→ Brief: What's required is a verbatim printout of all the data.
Start of Data under study
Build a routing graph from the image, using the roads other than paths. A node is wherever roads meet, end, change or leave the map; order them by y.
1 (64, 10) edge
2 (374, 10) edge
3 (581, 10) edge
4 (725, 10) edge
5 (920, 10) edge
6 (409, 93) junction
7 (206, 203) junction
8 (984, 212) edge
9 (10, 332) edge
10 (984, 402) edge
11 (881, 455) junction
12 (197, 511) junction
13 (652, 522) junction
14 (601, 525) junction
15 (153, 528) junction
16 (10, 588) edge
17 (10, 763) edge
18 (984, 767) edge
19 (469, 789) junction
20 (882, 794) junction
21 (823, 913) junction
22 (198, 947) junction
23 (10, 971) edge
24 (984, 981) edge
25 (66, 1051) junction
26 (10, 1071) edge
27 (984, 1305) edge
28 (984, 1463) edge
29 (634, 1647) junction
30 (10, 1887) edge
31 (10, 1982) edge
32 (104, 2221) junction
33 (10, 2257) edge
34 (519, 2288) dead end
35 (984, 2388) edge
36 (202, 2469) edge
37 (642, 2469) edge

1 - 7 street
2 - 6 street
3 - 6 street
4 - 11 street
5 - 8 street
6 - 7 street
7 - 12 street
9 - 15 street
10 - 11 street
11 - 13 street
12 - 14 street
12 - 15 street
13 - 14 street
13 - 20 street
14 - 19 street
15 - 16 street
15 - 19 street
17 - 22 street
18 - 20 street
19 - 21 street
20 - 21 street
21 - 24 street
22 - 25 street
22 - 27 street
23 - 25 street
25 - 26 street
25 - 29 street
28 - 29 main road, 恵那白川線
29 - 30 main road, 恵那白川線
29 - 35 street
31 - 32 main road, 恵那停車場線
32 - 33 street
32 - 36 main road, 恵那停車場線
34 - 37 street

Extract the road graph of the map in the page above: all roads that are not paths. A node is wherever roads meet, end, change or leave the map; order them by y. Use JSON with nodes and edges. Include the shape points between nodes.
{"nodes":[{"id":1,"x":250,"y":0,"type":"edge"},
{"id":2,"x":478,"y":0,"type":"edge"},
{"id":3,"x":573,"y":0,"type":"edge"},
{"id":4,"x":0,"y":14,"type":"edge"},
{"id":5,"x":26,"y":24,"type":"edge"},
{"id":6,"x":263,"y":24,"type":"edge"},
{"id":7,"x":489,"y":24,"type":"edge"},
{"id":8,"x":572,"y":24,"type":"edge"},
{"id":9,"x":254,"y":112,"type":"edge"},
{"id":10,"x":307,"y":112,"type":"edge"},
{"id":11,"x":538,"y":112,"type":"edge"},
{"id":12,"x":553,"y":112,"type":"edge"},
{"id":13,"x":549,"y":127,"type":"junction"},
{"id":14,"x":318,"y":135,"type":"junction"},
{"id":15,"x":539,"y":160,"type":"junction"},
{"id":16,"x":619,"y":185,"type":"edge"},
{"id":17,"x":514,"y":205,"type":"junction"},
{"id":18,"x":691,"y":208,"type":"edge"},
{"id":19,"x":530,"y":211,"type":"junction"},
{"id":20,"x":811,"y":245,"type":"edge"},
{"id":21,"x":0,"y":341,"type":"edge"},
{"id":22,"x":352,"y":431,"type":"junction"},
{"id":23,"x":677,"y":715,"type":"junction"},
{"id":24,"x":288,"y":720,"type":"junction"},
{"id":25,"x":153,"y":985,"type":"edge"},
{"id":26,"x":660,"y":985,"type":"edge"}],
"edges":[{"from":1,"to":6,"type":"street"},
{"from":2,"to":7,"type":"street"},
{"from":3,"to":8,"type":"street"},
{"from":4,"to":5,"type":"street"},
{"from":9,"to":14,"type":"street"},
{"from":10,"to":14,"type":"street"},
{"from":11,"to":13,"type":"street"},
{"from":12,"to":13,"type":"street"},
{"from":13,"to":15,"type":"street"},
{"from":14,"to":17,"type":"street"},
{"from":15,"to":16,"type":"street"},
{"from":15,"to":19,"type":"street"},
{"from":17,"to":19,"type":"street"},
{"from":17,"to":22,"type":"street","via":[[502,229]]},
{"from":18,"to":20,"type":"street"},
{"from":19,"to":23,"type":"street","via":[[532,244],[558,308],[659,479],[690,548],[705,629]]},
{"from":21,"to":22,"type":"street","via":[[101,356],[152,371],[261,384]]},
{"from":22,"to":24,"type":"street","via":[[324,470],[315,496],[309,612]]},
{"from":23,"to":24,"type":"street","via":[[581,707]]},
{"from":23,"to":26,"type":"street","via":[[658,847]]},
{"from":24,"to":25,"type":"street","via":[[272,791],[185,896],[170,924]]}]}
End of Data under study
→ Task solution:
Build a routing graph from the image, using the roads other than paths. A node is wherever roads meet, end, change or leave the map; order them by y.
1 (64, 10) edge
2 (374, 10) edge
3 (581, 10) edge
4 (725, 10) edge
5 (920, 10) edge
6 (409, 93) junction
7 (206, 203) junction
8 (984, 212) edge
9 (10, 332) edge
10 (984, 402) edge
11 (881, 455) junction
12 (197, 511) junction
13 (652, 522) junction
14 (601, 525) junction
15 (153, 528) junction
16 (10, 588) edge
17 (10, 763) edge
18 (984, 767) edge
19 (469, 789) junction
20 (882, 794) junction
21 (823, 913) junction
22 (198, 947) junction
23 (10, 971) edge
24 (984, 981) edge
25 (66, 1051) junction
26 (10, 1071) edge
27 (984, 1305) edge
28 (984, 1463) edge
29 (634, 1647) junction
30 (10, 1887) edge
31 (10, 1982) edge
32 (104, 2221) junction
33 (10, 2257) edge
34 (519, 2288) dead end
35 (984, 2388) edge
36 (202, 2469) edge
37 (642, 2469) edge

1 - 7 street
2 - 6 street
3 - 6 street
4 - 11 street
5 - 8 street
6 - 7 street
7 - 12 street
9 - 15 street
10 - 11 street
11 - 13 street
12 - 14 street
12 - 15 street
13 - 14 street
13 - 20 street
14 - 19 street
15 - 16 street
15 - 19 street
17 - 22 street
18 - 20 street
19 - 21 street
20 - 21 street
21 - 24 street
22 - 25 street
22 - 27 street
23 - 25 street
25 - 26 street
25 - 29 street
28 - 29 main road, 恵那白川線
29 - 30 main road, 恵那白川線
29 - 35 street
31 - 32 main road, 恵那停車場線
32 - 33 street
32 - 36 main road, 恵那停車場線
34 - 37 street

Extract the road graph of the map in the page above: all roads that are not paths. A node is wherever roads meet, end, change or leave the map; order them by y. Use JSON with nodes and edges. Include the shape points between nodes.
{"nodes":[{"id":1,"x":250,"y":0,"type":"edge"},
{"id":2,"x":478,"y":0,"type":"edge"},
{"id":3,"x":573,"y":0,"type":"edge"},
{"id":4,"x":0,"y":14,"type":"edge"},
{"id":5,"x":26,"y":24,"type":"edge"},
{"id":6,"x":263,"y":24,"type":"edge"},
{"id":7,"x":489,"y":24,"type":"edge"},
{"id":8,"x":572,"y":24,"type":"edge"},
{"id":9,"x":254,"y":112,"type":"edge"},
{"id":10,"x":307,"y":112,"type":"edge"},
{"id":11,"x":538,"y":112,"type":"edge"},
{"id":12,"x":553,"y":112,"type":"edge"},
{"id":13,"x":549,"y":127,"type":"junction"},
{"id":14,"x":318,"y":135,"type":"junction"},
{"id":15,"x":539,"y":160,"type":"junction"},
{"id":16,"x":619,"y":185,"type":"edge"},
{"id":17,"x":514,"y":205,"type":"junction"},
{"id":18,"x":691,"y":208,"type":"edge"},
{"id":19,"x":530,"y":211,"type":"junction"},
{"id":20,"x":811,"y":245,"type":"edge"},
{"id":21,"x":0,"y":341,"type":"edge"},
{"id":22,"x":352,"y":431,"type":"junction"},
{"id":23,"x":677,"y":715,"type":"junction"},
{"id":24,"x":288,"y":720,"type":"junction"},
{"id":25,"x":153,"y":985,"type":"edge"},
{"id":26,"x":660,"y":985,"type":"edge"}],
"edges":[{"from":1,"to":6,"type":"street"},
{"from":2,"to":7,"type":"street"},
{"from":3,"to":8,"type":"street"},
{"from":4,"to":5,"type":"street"},
{"from":9,"to":14,"type":"street"},
{"from":10,"to":14,"type":"street"},
{"from":11,"to":13,"type":"street"},
{"from":12,"to":13,"type":"street"},
{"from":13,"to":15,"type":"street"},
{"from":14,"to":17,"type":"street"},
{"from":15,"to":16,"type":"street"},
{"from":15,"to":19,"type":"street"},
{"from":17,"to":19,"type":"street"},
{"from":17,"to":22,"type":"street","via":[[502,229]]},
{"from":18,"to":20,"type":"street"},
{"from":19,"to":23,"type":"street","via":[[532,244],[558,308],[659,479],[690,548],[705,629]]},
{"from":21,"to":22,"type":"street","via":[[101,356],[152,371],[261,384]]},
{"from":22,"to":24,"type":"street","via":[[324,470],[315,496],[309,612]]},
{"from":23,"to":24,"type":"street","via":[[581,707]]},
{"from":23,"to":26,"type":"street","via":[[658,847]]},
{"from":24,"to":25,"type":"street","via":[[272,791],[185,896],[170,924]]}]}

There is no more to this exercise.